Material shown>
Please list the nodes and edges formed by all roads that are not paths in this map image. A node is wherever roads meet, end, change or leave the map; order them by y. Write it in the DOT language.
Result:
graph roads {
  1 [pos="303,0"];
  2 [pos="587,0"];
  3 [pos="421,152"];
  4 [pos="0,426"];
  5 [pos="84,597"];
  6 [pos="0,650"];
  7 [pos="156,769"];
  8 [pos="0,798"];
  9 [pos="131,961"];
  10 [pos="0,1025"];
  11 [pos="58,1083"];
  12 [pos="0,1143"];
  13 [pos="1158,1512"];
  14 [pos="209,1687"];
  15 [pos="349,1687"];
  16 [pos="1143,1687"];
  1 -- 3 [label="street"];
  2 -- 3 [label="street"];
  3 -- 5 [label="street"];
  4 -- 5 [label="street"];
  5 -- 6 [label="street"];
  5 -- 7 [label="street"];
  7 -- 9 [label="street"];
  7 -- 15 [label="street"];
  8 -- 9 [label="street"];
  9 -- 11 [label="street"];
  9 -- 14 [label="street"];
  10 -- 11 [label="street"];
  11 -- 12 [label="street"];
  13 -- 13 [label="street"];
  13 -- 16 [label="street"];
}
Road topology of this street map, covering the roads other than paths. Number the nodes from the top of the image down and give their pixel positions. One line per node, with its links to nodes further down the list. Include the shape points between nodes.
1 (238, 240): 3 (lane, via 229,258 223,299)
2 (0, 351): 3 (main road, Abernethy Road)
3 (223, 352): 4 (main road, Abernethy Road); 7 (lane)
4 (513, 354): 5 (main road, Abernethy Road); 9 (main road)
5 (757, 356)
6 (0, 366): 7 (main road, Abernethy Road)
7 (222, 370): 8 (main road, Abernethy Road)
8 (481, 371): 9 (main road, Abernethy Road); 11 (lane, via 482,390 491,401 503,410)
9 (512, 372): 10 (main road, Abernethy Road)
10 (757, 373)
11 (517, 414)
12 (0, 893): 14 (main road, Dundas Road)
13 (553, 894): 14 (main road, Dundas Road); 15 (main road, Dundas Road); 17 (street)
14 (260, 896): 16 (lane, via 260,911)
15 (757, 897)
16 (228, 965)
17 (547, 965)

Task directions> Each line above is to be copied exactly as written.

Exercise output>
Please list the nodes and edges formed by all roads that are not paths in this map image. A node is wherever roads meet, end, change or leave the map; order them by y. Write it in the DOT language.
Result:
graph roads {
  1 [pos="303,0"];
  2 [pos="587,0"];
  3 [pos="421,152"];
  4 [pos="0,426"];
  5 [pos="84,597"];
  6 [pos="0,650"];
  7 [pos="156,769"];
  8 [pos="0,798"];
  9 [pos="131,961"];
  10 [pos="0,1025"];
  11 [pos="58,1083"];
  12 [pos="0,1143"];
  13 [pos="1158,1512"];
  14 [pos="209,1687"];
  15 [pos="349,1687"];
  16 [pos="1143,1687"];
  1 -- 3 [label="street"];
  2 -- 3 [label="street"];
  3 -- 5 [label="street"];
  4 -- 5 [label="street"];
  5 -- 6 [label="street"];
  5 -- 7 [label="street"];
  7 -- 9 [label="street"];
  7 -- 15 [label="street"];
  8 -- 9 [label="street"];
  9 -- 11 [label="street"];
  9 -- 14 [label="street"];
  10 -- 11 [label="street"];
  11 -- 12 [label="street"];
  13 -- 13 [label="street"];
  13 -- 16 [label="street"];
}
Road topology of this street map, covering the roads other than paths. Number the nodes from the top of the image down and give their pixel positions. One line per node, with its links to nodes further down the list. Include the shape points between nodes.
1 (238, 240): 3 (lane, via 229,258 223,299)
2 (0, 351): 3 (main road, Abernethy Road)
3 (223, 352): 4 (main road, Abernethy Road); 7 (lane)
4 (513, 354): 5 (main road, Abernethy Road); 9 (main road)
5 (757, 356)
6 (0, 366): 7 (main road, Abernethy Road)
7 (222, 370): 8 (main road, Abernethy Road)
8 (481, 371): 9 (main road, Abernethy Road); 11 (lane, via 482,390 491,401 503,410)
9 (512, 372): 10 (main road, Abernethy Road)
10 (757, 373)
11 (517, 414)
12 (0, 893): 14 (main road, Dundas Road)
13 (553, 894): 14 (main road, Dundas Road); 15 (main road, Dundas Road); 17 (street)
14 (260, 896): 16 (lane, via 260,911)
15 (757, 897)
16 (228, 965)
17 (547, 965)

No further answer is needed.